━━━━━ Records shown
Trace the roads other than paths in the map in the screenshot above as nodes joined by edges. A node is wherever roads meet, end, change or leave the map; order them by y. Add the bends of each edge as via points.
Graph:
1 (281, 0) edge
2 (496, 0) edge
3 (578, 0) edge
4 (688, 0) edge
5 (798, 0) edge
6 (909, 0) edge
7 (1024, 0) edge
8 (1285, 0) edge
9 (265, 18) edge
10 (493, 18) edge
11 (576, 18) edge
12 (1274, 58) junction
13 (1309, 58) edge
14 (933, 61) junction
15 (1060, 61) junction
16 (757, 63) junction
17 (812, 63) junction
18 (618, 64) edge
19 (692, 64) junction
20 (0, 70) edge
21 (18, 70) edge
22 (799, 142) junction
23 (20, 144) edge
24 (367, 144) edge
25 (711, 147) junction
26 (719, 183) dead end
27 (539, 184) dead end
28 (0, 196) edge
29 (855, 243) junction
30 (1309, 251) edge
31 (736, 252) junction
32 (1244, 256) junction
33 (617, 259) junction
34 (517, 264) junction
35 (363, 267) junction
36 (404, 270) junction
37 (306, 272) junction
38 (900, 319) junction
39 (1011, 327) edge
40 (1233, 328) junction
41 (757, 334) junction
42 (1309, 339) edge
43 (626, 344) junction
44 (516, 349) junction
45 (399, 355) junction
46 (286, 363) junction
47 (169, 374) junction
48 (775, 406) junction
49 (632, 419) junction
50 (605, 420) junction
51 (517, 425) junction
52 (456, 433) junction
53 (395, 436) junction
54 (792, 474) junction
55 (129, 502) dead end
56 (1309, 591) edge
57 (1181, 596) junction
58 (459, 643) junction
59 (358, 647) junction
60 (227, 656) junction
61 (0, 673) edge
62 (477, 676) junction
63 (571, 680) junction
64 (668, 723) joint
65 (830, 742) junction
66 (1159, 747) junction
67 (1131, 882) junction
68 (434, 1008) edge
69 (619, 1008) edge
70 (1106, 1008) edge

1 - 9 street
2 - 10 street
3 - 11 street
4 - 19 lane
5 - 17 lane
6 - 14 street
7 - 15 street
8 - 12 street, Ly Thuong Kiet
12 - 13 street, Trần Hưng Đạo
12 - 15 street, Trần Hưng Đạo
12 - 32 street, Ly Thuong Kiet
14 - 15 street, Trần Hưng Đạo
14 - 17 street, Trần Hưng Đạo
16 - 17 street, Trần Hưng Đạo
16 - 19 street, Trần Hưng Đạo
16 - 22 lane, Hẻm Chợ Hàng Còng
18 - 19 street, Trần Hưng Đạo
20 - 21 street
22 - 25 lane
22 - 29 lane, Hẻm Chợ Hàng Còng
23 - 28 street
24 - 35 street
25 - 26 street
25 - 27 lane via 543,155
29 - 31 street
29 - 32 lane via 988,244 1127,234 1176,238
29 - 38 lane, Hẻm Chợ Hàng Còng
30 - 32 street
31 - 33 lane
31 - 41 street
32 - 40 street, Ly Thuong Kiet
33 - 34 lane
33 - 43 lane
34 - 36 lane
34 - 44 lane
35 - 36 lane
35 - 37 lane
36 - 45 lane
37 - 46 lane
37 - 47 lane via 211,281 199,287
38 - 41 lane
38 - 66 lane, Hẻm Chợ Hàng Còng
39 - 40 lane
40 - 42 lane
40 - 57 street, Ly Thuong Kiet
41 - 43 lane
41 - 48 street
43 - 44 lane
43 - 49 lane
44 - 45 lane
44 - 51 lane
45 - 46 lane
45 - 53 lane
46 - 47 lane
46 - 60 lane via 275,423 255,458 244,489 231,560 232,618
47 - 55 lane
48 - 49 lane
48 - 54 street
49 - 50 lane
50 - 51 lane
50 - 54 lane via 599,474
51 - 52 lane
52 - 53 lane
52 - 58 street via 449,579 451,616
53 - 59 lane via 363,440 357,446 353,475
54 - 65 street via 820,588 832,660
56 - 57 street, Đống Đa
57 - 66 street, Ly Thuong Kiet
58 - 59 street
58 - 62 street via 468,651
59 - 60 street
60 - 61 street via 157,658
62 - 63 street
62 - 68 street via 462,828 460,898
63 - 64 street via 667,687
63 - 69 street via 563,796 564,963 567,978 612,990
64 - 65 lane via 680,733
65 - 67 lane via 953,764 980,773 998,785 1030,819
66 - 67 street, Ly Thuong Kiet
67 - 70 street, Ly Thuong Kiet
━━━━━━━━━━
Task goal:
Write out every entry again, exactly as it appears.

Written response:
Trace the roads other than paths in the map in the screenshot above as nodes joined by edges. A node is wherever roads meet, end, change or leave the map; order them by y. Add the bends of each edge as via points.
Graph:
1 (281, 0) edge
2 (496, 0) edge
3 (578, 0) edge
4 (688, 0) edge
5 (798, 0) edge
6 (909, 0) edge
7 (1024, 0) edge
8 (1285, 0) edge
9 (265, 18) edge
10 (493, 18) edge
11 (576, 18) edge
12 (1274, 58) junction
13 (1309, 58) edge
14 (933, 61) junction
15 (1060, 61) junction
16 (757, 63) junction
17 (812, 63) junction
18 (618, 64) edge
19 (692, 64) junction
20 (0, 70) edge
21 (18, 70) edge
22 (799, 142) junction
23 (20, 144) edge
24 (367, 144) edge
25 (711, 147) junction
26 (719, 183) dead end
27 (539, 184) dead end
28 (0, 196) edge
29 (855, 243) junction
30 (1309, 251) edge
31 (736, 252) junction
32 (1244, 256) junction
33 (617, 259) junction
34 (517, 264) junction
35 (363, 267) junction
36 (404, 270) junction
37 (306, 272) junction
38 (900, 319) junction
39 (1011, 327) edge
40 (1233, 328) junction
41 (757, 334) junction
42 (1309, 339) edge
43 (626, 344) junction
44 (516, 349) junction
45 (399, 355) junction
46 (286, 363) junction
47 (169, 374) junction
48 (775, 406) junction
49 (632, 419) junction
50 (605, 420) junction
51 (517, 425) junction
52 (456, 433) junction
53 (395, 436) junction
54 (792, 474) junction
55 (129, 502) dead end
56 (1309, 591) edge
57 (1181, 596) junction
58 (459, 643) junction
59 (358, 647) junction
60 (227, 656) junction
61 (0, 673) edge
62 (477, 676) junction
63 (571, 680) junction
64 (668, 723) joint
65 (830, 742) junction
66 (1159, 747) junction
67 (1131, 882) junction
68 (434, 1008) edge
69 (619, 1008) edge
70 (1106, 1008) edge

1 - 9 street
2 - 10 street
3 - 11 street
4 - 19 lane
5 - 17 lane
6 - 14 street
7 - 15 street
8 - 12 street, Ly Thuong Kiet
12 - 13 street, Trần Hưng Đạo
12 - 15 street, Trần Hưng Đạo
12 - 32 street, Ly Thuong Kiet
14 - 15 street, Trần Hưng Đạo
14 - 17 street, Trần Hưng Đạo
16 - 17 street, Trần Hưng Đạo
16 - 19 street, Trần Hưng Đạo
16 - 22 lane, Hẻm Chợ Hàng Còng
18 - 19 street, Trần Hưng Đạo
20 - 21 street
22 - 25 lane
22 - 29 lane, Hẻm Chợ Hàng Còng
23 - 28 street
24 - 35 street
25 - 26 street
25 - 27 lane via 543,155
29 - 31 street
29 - 32 lane via 988,244 1127,234 1176,238
29 - 38 lane, Hẻm Chợ Hàng Còng
30 - 32 street
31 - 33 lane
31 - 41 street
32 - 40 street, Ly Thuong Kiet
33 - 34 lane
33 - 43 lane
34 - 36 lane
34 - 44 lane
35 - 36 lane
35 - 37 lane
36 - 45 lane
37 - 46 lane
37 - 47 lane via 211,281 199,287
38 - 41 lane
38 - 66 lane, Hẻm Chợ Hàng Còng
39 - 40 lane
40 - 42 lane
40 - 57 street, Ly Thuong Kiet
41 - 43 lane
41 - 48 street
43 - 44 lane
43 - 49 lane
44 - 45 lane
44 - 51 lane
45 - 46 lane
45 - 53 lane
46 - 47 lane
46 - 60 lane via 275,423 255,458 244,489 231,560 232,618
47 - 55 lane
48 - 49 lane
48 - 54 street
49 - 50 lane
50 - 51 lane
50 - 54 lane via 599,474
51 - 52 lane
52 - 53 lane
52 - 58 street via 449,579 451,616
53 - 59 lane via 363,440 357,446 353,475
54 - 65 street via 820,588 832,660
56 - 57 street, Đống Đa
57 - 66 street, Ly Thuong Kiet
58 - 59 street
58 - 62 street via 468,651
59 - 60 street
60 - 61 street via 157,658
62 - 63 street
62 - 68 street via 462,828 460,898
63 - 64 street via 667,687
63 - 69 street via 563,796 564,963 567,978 612,990
64 - 65 lane via 680,733
65 - 67 lane via 953,764 980,773 998,785 1030,819
66 - 67 street, Ly Thuong Kiet
67 - 70 street, Ly Thuong Kiet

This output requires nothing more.